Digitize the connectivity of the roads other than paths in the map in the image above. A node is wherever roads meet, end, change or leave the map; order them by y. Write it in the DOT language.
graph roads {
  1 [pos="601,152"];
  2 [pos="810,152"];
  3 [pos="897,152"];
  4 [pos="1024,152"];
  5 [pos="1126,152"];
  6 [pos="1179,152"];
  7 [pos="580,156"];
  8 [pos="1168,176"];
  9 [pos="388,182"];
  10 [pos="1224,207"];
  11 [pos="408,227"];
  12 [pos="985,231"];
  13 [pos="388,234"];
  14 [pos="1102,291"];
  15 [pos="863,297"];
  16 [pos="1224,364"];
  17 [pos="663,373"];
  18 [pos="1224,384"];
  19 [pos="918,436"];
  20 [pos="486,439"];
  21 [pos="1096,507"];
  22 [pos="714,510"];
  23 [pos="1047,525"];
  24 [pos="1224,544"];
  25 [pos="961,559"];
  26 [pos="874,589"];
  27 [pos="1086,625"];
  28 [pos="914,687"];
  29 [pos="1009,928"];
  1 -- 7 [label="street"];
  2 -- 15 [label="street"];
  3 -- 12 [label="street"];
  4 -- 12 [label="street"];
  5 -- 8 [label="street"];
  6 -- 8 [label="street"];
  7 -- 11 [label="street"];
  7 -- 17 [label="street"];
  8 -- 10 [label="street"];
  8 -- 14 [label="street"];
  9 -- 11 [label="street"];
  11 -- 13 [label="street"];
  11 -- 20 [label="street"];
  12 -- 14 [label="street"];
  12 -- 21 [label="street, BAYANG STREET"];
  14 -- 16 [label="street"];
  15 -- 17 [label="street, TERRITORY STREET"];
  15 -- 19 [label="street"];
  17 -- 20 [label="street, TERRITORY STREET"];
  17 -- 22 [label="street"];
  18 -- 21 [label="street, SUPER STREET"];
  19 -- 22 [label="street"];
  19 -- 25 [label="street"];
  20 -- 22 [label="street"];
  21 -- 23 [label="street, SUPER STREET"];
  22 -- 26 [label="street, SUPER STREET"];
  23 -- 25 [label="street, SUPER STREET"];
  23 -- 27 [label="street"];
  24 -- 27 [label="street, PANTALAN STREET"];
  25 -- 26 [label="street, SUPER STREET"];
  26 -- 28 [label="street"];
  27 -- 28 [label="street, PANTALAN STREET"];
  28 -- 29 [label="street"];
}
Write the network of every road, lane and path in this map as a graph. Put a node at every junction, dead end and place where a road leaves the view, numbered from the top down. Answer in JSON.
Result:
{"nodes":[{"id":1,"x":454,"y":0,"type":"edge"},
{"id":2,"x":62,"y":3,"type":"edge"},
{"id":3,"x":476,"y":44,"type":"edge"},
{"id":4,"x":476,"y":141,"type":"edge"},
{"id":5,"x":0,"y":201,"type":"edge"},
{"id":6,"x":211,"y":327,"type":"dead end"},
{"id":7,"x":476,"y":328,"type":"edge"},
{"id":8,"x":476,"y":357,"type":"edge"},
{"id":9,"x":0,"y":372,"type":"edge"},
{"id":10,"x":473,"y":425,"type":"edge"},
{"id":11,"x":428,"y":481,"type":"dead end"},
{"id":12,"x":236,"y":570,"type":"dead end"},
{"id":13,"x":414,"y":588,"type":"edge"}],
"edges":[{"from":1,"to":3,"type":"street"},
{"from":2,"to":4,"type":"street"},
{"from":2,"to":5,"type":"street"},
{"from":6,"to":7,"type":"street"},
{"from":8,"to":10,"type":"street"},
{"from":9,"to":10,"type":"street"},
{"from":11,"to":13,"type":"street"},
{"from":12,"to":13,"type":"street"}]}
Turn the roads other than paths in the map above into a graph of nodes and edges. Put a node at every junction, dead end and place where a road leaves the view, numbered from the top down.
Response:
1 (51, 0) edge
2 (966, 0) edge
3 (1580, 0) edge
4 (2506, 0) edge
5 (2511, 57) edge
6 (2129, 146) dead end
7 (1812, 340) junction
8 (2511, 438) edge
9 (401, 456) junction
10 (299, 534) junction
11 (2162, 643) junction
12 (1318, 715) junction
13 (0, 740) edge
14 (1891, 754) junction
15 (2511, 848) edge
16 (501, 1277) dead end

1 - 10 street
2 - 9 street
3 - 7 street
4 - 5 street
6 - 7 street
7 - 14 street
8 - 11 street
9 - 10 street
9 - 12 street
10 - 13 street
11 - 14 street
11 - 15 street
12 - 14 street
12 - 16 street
━━━━━━━━━━━━━━━━
Print the material exactly as written, omitting nothing.

Digitize the connectivity of the roads other than paths in the map in the image above. A node is wherever roads meet, end, change or leave the map; order them by y. Write it in the DOT language.
graph roads {
  1 [pos="601,152"];
  2 [pos="810,152"];
  3 [pos="897,152"];
  4 [pos="1024,152"];
  5 [pos="1126,152"];
  6 [pos="1179,152"];
  7 [pos="580,156"];
  8 [pos="1168,176"];
  9 [pos="388,182"];
  10 [pos="1224,207"];
  11 [pos="408,227"];
  12 [pos="985,231"];
  13 [pos="388,234"];
  14 [pos="1102,291"];
  15 [pos="863,297"];
  16 [pos="1224,364"];
  17 [pos="663,373"];
  18 [pos="1224,384"];
  19 [pos="918,436"];
  20 [pos="486,439"];
  21 [pos="1096,507"];
  22 [pos="714,510"];
  23 [pos="1047,525"];
  24 [pos="1224,544"];
  25 [pos="961,559"];
  26 [pos="874,589"];
  27 [pos="1086,625"];
  28 [pos="914,687"];
  29 [pos="1009,928"];
  1 -- 7 [label="street"];
  2 -- 15 [label="street"];
  3 -- 12 [label="street"];
  4 -- 12 [label="street"];
  5 -- 8 [label="street"];
  6 -- 8 [label="street"];
  7 -- 11 [label="street"];
  7 -- 17 [label="street"];
  8 -- 10 [label="street"];
  8 -- 14 [label="street"];
  9 -- 11 [label="street"];
  11 -- 13 [label="street"];
  11 -- 20 [label="street"];
  12 -- 14 [label="street"];
  12 -- 21 [label="street, BAYANG STREET"];
  14 -- 16 [label="street"];
  15 -- 17 [label="street, TERRITORY STREET"];
  15 -- 19 [label="street"];
  17 -- 20 [label="street, TERRITORY STREET"];
  17 -- 22 [label="street"];
  18 -- 21 [label="street, SUPER STREET"];
  19 -- 22 [label="street"];
  19 -- 25 [label="street"];
  20 -- 22 [label="street"];
  21 -- 23 [label="street, SUPER STREET"];
  22 -- 26 [label="street, SUPER STREET"];
  23 -- 25 [label="street, SUPER STREET"];
  23 -- 27 [label="street"];
  24 -- 27 [label="street, PANTALAN STREET"];
  25 -- 26 [label="street, SUPER STREET"];
  26 -- 28 [label="street"];
  27 -- 28 [label="street, PANTALAN STREET"];
  28 -- 29 [label="street"];
}
Write the network of every road, lane and path in this map as a graph. Put a node at every junction, dead end and place where a road leaves the view, numbered from the top down. Answer in JSON.
Result:
{"nodes":[{"id":1,"x":454,"y":0,"type":"edge"},
{"id":2,"x":62,"y":3,"type":"edge"},
{"id":3,"x":476,"y":44,"type":"edge"},
{"id":4,"x":476,"y":141,"type":"edge"},
{"id":5,"x":0,"y":201,"type":"edge"},
{"id":6,"x":211,"y":327,"type":"dead end"},
{"id":7,"x":476,"y":328,"type":"edge"},
{"id":8,"x":476,"y":357,"type":"edge"},
{"id":9,"x":0,"y":372,"type":"edge"},
{"id":10,"x":473,"y":425,"type":"edge"},
{"id":11,"x":428,"y":481,"type":"dead end"},
{"id":12,"x":236,"y":570,"type":"dead end"},
{"id":13,"x":414,"y":588,"type":"edge"}],
"edges":[{"from":1,"to":3,"type":"street"},
{"from":2,"to":4,"type":"street"},
{"from":2,"to":5,"type":"street"},
{"from":6,"to":7,"type":"street"},
{"from":8,"to":10,"type":"street"},
{"from":9,"to":10,"type":"street"},
{"from":11,"to":13,"type":"street"},
{"from":12,"to":13,"type":"street"}]}
Turn the roads other than paths in the map above into a graph of nodes and edges. Put a node at every junction, dead end and place where a road leaves the view, numbered from the top down.
Response:
1 (51, 0) edge
2 (966, 0) edge
3 (1580, 0) edge
4 (2506, 0) edge
5 (2511, 57) edge
6 (2129, 146) dead end
7 (1812, 340) junction
8 (2511, 438) edge
9 (401, 456) junction
10 (299, 534) junction
11 (2162, 643) junction
12 (1318, 715) junction
13 (0, 740) edge
14 (1891, 754) junction
15 (2511, 848) edge
16 (501, 1277) dead end

1 - 10 street
2 - 9 street
3 - 7 street
4 - 5 street
6 - 7 street
7 - 14 street
8 - 11 street
9 - 10 street
9 - 12 street
10 - 13 street
11 - 14 street
11 - 15 street
12 - 14 street
12 - 16 street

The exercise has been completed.